Ed Gerck <[EMAIL PROTECTED]> writes:
> Perry E. Metzger wrote:
>> Ed Gerck <[EMAIL PROTECTED]> writes:
>>> Each chip does not have to be 100% independent, and does not have to
>>> be used 100% of the time.
>>> Assuming a random selection of both outputs and chips for testing, and
>>> a finite set of possible outputs, it is possible to calculate what
>>> sampling ratio would provide an adequate confidence level -- a good
>>> guess is 5% sampling.
>> Not likely.
>> Sampling will not work. Sampling theory assumes statistical
>> independence and that the events that you're looking for are randomly
>> distributed. 
> Provided you have access to enough chip diversity so as to build a
> correction channel with sufficient capacity, Shannon's Tenth Theorem
> assures you that it is possible to reduce the effect of bad chips on
> the output to an error rate /as close to zero/ as you desire.
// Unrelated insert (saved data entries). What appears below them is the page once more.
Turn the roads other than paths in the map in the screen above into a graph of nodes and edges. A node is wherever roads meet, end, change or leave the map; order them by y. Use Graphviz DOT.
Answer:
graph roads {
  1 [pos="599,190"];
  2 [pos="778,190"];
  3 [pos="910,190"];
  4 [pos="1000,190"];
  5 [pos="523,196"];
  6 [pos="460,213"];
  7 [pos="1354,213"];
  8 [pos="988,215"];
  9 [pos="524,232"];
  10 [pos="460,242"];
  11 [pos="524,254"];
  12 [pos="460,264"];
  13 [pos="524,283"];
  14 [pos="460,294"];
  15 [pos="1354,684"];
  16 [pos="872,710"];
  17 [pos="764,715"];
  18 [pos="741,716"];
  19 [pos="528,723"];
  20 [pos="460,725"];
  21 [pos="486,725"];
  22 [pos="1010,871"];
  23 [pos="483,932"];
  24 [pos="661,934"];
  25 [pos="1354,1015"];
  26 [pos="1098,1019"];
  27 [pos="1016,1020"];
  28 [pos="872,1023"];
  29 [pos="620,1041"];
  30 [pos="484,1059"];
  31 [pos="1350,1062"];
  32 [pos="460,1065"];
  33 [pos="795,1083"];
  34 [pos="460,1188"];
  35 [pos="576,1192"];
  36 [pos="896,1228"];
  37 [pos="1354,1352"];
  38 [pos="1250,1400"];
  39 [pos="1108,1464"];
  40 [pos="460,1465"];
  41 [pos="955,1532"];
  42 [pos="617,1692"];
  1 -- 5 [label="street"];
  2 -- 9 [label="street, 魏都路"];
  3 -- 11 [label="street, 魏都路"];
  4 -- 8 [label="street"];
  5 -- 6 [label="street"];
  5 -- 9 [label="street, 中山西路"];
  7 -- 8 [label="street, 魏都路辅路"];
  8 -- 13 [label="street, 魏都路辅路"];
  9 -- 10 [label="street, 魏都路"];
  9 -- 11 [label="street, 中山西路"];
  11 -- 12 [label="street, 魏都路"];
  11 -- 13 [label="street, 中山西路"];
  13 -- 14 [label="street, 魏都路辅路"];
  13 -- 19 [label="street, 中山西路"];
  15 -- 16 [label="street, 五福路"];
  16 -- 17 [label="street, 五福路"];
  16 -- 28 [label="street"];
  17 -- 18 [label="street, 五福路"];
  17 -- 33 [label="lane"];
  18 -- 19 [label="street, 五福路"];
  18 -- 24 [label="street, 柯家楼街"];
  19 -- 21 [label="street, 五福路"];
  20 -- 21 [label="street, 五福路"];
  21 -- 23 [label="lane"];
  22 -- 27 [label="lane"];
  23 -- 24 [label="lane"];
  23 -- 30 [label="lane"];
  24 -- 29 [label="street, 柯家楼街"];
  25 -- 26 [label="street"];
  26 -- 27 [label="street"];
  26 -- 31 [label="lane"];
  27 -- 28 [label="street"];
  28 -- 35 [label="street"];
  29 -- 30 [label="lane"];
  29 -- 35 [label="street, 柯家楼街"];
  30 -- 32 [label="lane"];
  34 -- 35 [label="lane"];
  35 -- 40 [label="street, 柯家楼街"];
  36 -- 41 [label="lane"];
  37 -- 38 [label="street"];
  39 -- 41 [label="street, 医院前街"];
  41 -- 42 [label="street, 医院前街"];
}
There is
> no lower, limiting value but zero.

No. It really does not. Shannon's tenth theorem is about correcting
lossy channels with statistically random noise. This is about making
sure something bad doesn't happen to your computer like having someone
transmit blocks of your hard drive out on the network. I assure you
that Shannon's theorem doesn't speak about that possibility. The two
are not really related. It would be wonderful if they were, but they
aren't. Indeed, Shannon's tenth theorem doesn't even hold for error
correction if the noise on the channel is produced by an adversary
rather than being random.

I'm not particularly inclined to argue this at length.